Le Fèvre was born at Caen. After completing his studies in Paris, he was appointed by Cardinal Richelieu inspector of the printing-press at the Louvre. After Richelieu's death, he left Paris, joined the Reformed Church, and in 1651 obtained a professorship at the Academy of Saumur, which he filled with great success for nearly twenty years. His increasing ill-health and a certain moral laxity (as shown in his judgment on Sappho) led to a quarrel with the consistory, as a result of which he resigned his professorship. Several universities were eager to obtain his services, and he had accepted a post offered him by the elector palatine at Heidelberg, when he died suddenly. One of his children, Anne, became the distinguished classical scholar and translator Madame Dacier.

Le Fèvre was a highly cultivated man and a thorough classical scholar. He brought out editions of various Greek and Latin authors: Longinus, Anacreon and Sappho, Virgil, Horace, Lucretius and many others.

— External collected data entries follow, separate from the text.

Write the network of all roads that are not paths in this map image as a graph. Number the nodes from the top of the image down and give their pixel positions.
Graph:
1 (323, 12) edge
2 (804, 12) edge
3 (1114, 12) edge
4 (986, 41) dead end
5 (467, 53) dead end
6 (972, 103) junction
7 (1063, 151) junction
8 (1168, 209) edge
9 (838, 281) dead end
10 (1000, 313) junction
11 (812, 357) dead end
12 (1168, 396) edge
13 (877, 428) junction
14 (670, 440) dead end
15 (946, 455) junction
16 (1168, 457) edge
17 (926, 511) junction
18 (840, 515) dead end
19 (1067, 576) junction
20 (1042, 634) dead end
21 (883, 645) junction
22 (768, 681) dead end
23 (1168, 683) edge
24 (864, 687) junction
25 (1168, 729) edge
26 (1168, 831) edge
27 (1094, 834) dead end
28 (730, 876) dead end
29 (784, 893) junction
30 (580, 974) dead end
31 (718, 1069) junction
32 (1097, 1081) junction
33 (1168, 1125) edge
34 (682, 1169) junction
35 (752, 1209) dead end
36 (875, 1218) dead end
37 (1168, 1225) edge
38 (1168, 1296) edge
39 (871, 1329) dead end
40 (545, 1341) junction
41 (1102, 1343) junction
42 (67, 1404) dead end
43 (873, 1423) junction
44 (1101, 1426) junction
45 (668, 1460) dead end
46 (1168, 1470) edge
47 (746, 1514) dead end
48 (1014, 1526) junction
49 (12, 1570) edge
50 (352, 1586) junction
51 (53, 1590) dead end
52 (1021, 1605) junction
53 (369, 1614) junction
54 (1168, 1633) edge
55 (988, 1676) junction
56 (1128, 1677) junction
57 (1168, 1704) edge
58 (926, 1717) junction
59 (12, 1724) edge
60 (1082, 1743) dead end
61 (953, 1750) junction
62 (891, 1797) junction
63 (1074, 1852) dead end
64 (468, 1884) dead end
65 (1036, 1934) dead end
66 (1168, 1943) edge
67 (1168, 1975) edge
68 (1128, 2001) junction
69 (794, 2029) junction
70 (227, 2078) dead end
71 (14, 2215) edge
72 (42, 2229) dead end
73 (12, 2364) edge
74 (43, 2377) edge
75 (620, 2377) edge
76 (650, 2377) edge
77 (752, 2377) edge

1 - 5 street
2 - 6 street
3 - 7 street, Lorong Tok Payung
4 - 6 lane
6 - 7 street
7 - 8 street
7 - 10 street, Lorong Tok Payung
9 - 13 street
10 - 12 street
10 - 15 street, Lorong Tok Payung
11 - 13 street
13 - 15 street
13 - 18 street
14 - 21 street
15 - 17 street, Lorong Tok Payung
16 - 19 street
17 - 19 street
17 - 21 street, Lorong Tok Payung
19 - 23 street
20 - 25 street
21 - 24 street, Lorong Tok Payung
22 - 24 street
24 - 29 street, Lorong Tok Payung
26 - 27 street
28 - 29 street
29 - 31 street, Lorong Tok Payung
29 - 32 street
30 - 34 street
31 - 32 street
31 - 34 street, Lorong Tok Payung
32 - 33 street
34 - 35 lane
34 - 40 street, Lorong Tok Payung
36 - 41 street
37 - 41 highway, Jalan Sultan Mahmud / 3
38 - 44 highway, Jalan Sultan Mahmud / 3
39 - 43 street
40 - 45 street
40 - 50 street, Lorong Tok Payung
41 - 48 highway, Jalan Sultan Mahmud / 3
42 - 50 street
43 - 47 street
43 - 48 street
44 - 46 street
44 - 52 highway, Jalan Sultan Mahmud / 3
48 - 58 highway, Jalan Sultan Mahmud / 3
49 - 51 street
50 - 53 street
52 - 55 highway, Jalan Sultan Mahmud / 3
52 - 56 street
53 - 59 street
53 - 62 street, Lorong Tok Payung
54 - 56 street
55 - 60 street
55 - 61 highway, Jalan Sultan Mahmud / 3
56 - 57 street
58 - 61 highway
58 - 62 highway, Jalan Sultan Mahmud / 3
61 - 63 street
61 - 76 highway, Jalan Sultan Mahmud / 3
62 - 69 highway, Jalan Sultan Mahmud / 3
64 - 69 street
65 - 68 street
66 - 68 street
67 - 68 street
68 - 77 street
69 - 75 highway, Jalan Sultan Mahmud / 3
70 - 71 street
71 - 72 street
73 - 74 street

His most important original works are: Les Vies des poètes Grecs (Lives of the Greek Poets, 1665); Méthode pour commencer les humanités Grecques et latines (Method to Start the Greek and Latin Humanities, 2nd ed., 1731), of which several English adaptations have appeared, such as Jenkin Thomas Philipps's A Compendious Way of Teaching Ancient and Modern Languages (1750); and Epistolae Criticae (1659).